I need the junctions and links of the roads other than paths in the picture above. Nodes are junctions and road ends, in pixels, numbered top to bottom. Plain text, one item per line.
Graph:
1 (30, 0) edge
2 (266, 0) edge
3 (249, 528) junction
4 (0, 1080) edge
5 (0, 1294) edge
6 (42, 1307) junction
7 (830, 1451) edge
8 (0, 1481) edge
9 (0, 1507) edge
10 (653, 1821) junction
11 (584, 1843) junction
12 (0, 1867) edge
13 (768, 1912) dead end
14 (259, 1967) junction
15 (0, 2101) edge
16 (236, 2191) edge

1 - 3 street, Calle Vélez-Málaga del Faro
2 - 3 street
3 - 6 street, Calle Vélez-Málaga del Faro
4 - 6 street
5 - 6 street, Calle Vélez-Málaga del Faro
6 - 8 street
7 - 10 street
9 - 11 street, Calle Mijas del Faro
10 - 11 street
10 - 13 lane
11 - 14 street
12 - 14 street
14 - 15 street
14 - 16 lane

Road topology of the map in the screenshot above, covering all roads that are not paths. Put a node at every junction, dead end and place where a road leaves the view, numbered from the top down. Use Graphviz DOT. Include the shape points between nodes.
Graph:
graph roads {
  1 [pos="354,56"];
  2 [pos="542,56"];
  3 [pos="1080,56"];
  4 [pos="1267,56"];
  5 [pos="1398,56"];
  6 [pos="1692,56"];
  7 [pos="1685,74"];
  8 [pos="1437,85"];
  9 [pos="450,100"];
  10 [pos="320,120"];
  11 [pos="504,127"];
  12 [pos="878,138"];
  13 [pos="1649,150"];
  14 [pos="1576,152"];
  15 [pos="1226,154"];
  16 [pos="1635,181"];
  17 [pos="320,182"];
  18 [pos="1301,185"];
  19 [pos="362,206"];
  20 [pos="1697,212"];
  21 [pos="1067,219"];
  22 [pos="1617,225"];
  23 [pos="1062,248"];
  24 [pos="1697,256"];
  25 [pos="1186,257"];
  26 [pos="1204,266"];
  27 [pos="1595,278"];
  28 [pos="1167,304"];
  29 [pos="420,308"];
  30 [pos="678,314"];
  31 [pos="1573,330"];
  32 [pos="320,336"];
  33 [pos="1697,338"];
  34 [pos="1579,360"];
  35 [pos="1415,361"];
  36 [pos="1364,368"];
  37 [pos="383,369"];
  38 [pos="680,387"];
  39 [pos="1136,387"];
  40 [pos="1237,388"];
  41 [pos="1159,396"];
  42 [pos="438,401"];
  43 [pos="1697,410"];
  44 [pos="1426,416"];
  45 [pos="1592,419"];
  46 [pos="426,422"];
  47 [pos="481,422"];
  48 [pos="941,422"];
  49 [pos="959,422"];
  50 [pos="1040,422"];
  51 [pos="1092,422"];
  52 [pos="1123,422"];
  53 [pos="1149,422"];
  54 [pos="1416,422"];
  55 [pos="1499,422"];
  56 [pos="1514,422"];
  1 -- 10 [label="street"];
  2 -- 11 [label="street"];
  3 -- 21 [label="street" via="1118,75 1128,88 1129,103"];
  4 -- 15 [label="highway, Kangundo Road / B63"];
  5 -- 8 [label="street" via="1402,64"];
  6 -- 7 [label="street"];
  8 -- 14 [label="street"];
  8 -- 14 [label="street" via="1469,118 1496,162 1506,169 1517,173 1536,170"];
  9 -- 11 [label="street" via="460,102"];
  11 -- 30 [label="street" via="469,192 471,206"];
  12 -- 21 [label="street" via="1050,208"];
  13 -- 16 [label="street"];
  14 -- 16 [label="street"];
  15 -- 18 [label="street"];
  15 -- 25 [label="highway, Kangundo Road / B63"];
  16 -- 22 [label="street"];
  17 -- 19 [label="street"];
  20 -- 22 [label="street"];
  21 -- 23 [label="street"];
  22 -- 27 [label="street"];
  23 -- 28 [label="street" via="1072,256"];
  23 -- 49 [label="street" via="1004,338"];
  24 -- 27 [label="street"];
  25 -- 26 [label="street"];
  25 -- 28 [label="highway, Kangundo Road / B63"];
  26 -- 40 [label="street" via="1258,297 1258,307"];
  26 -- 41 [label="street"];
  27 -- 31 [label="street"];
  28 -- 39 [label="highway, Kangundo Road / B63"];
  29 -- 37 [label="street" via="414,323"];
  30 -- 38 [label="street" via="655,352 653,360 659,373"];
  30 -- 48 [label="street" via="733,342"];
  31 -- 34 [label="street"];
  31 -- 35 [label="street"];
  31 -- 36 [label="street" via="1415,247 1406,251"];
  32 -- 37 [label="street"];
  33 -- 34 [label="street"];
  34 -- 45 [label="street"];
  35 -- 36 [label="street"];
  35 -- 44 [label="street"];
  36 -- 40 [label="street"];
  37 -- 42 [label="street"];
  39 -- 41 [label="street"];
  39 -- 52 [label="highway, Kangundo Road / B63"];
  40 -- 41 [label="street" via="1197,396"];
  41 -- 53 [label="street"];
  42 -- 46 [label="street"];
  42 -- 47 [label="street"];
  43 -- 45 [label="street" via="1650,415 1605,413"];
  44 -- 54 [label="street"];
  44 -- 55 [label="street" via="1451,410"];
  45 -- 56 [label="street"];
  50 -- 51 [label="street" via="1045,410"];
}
★ ★ ★ ★ ★ ★ ★
• Instructions for the task:
Search the records for the word "Málaga" and copy every line where it occurs.

• Exercise response:
1 - 3 street, Calle Vélez-Málaga del Faro
3 - 6 street, Calle Vélez-Málaga del Faro
5 - 6 street, Calle Vélez-Málaga del Faro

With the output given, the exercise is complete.